> _WHAT IS REQUIRED_: Copy out every line of the data that has the word "Osceola" somewhere in it.

Collected data entries
++++++++++++++++++++
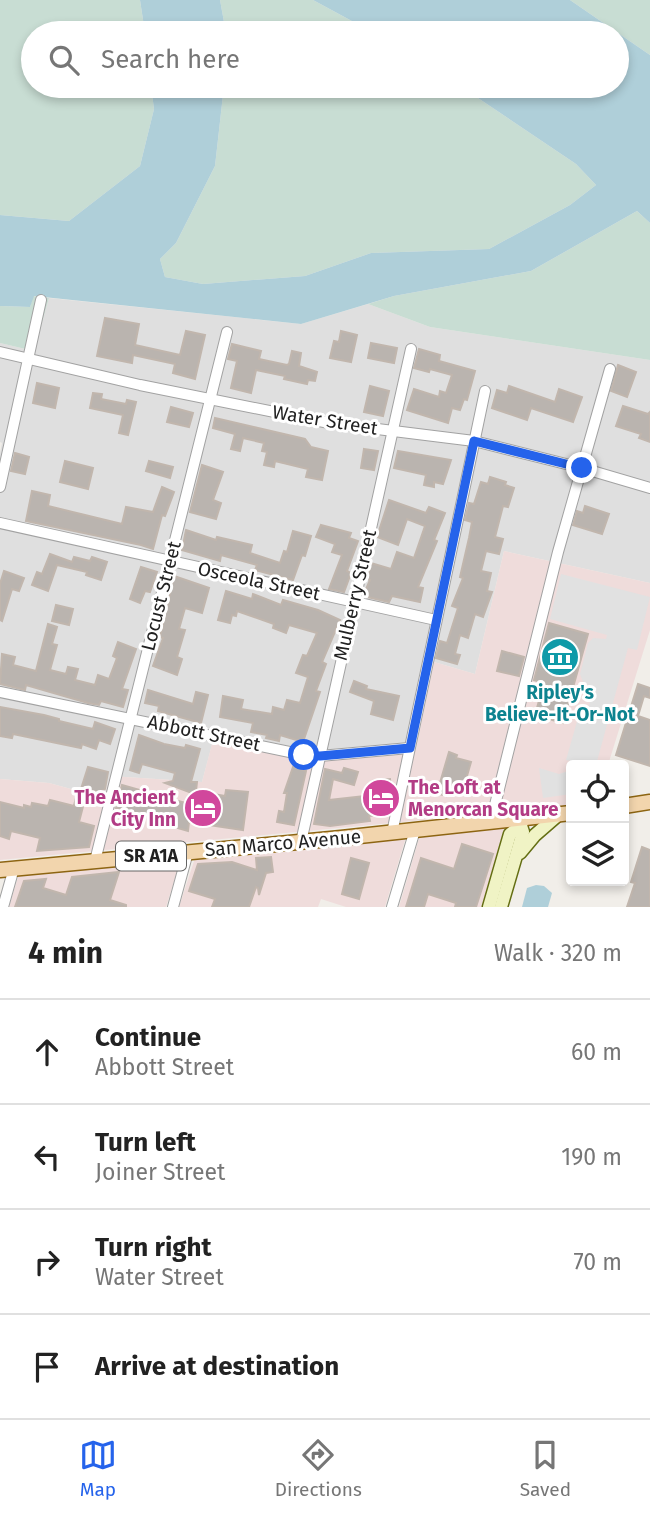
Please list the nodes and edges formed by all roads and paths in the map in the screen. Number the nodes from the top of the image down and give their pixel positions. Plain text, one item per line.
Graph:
1 (41, 299) dead end
2 (227, 332) dead end
3 (411, 349) dead end
4 (0, 352) edge
5 (28, 359) junction
6 (610, 369) dead end
7 (485, 391) dead end
8 (210, 400) junction
9 (392, 431) junction
10 (474, 441) junction
11 (582, 468) junction
12 (0, 487) edge
13 (650, 488) edge
14 (0, 523) edge
15 (169, 562) junction
16 (354, 601) junction
17 (436, 620) junction
18 (0, 692) edge
19 (131, 718) junction
20 (410, 748) junction
21 (320, 756) junction
22 (650, 802) edge
23 (629, 805) edge
24 (565, 814) edge
25 (491, 821) junction
26 (522, 821) junction
27 (415, 830) junction
28 (392, 833) junction
29 (301, 842) junction
30 (188, 852) junction
31 (95, 861) junction
32 (513, 865) junction
33 (7, 869) edge
34 (2, 907) edge
35 (173, 907) edge
36 (392, 907) edge
37 (489, 907) edge
38 (501, 907) edge

1 - 5 street
2 - 8 street, Locust Street
3 - 9 street, Mulberry Street
4 - 5 street, Water Street
5 - 8 street, Water Street
5 - 12 street
6 - 11 street
7 - 10 street
8 - 9 street, Water Street
8 - 15 street, Locust Street
9 - 10 street, Water Street
9 - 16 street, Mulberry Street
10 - 11 street, Water Street
10 - 17 street
11 - 13 street, Water Street
11 - 25 street
14 - 15 street, Osceola Street
15 - 16 street, Osceola Street
15 - 19 street, Locust Street
16 - 17 street, Osceola Street
16 - 21 street, Mulberry Street
17 - 20 street
18 - 19 street, Abbott Street
19 - 21 street, Abbott Street
19 - 31 street, Locust Street
20 - 21 street, Abbott Street
20 - 28 street
21 - 29 street, Mulberry Street
22 - 23 main road
24 - 26 main road, SR A1A
24 - 32 main road
25 - 26 main road, San Marco Avenue / SR A1A
25 - 27 main road, San Marco Avenue / SR A1A
26 - 32 main road
26 - 37 main road
27 - 28 main road, San Marco Avenue / SR A1A
27 - 36 street
28 - 29 main road, San Marco Avenue / SR A1A
29 - 30 main road, San Marco Avenue / SR A1A
30 - 31 main road, San Marco Avenue / SR A1A
30 - 35 street
31 - 33 main road, San Marco Avenue / SR A1A
32 - 38 main road
33 - 34 street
++++++++++++++++++++
> _TASK SOLUTION_:
14 - 15 street, Osceola Street
15 - 16 street, Osceola Street
16 - 17 street, Osceola Street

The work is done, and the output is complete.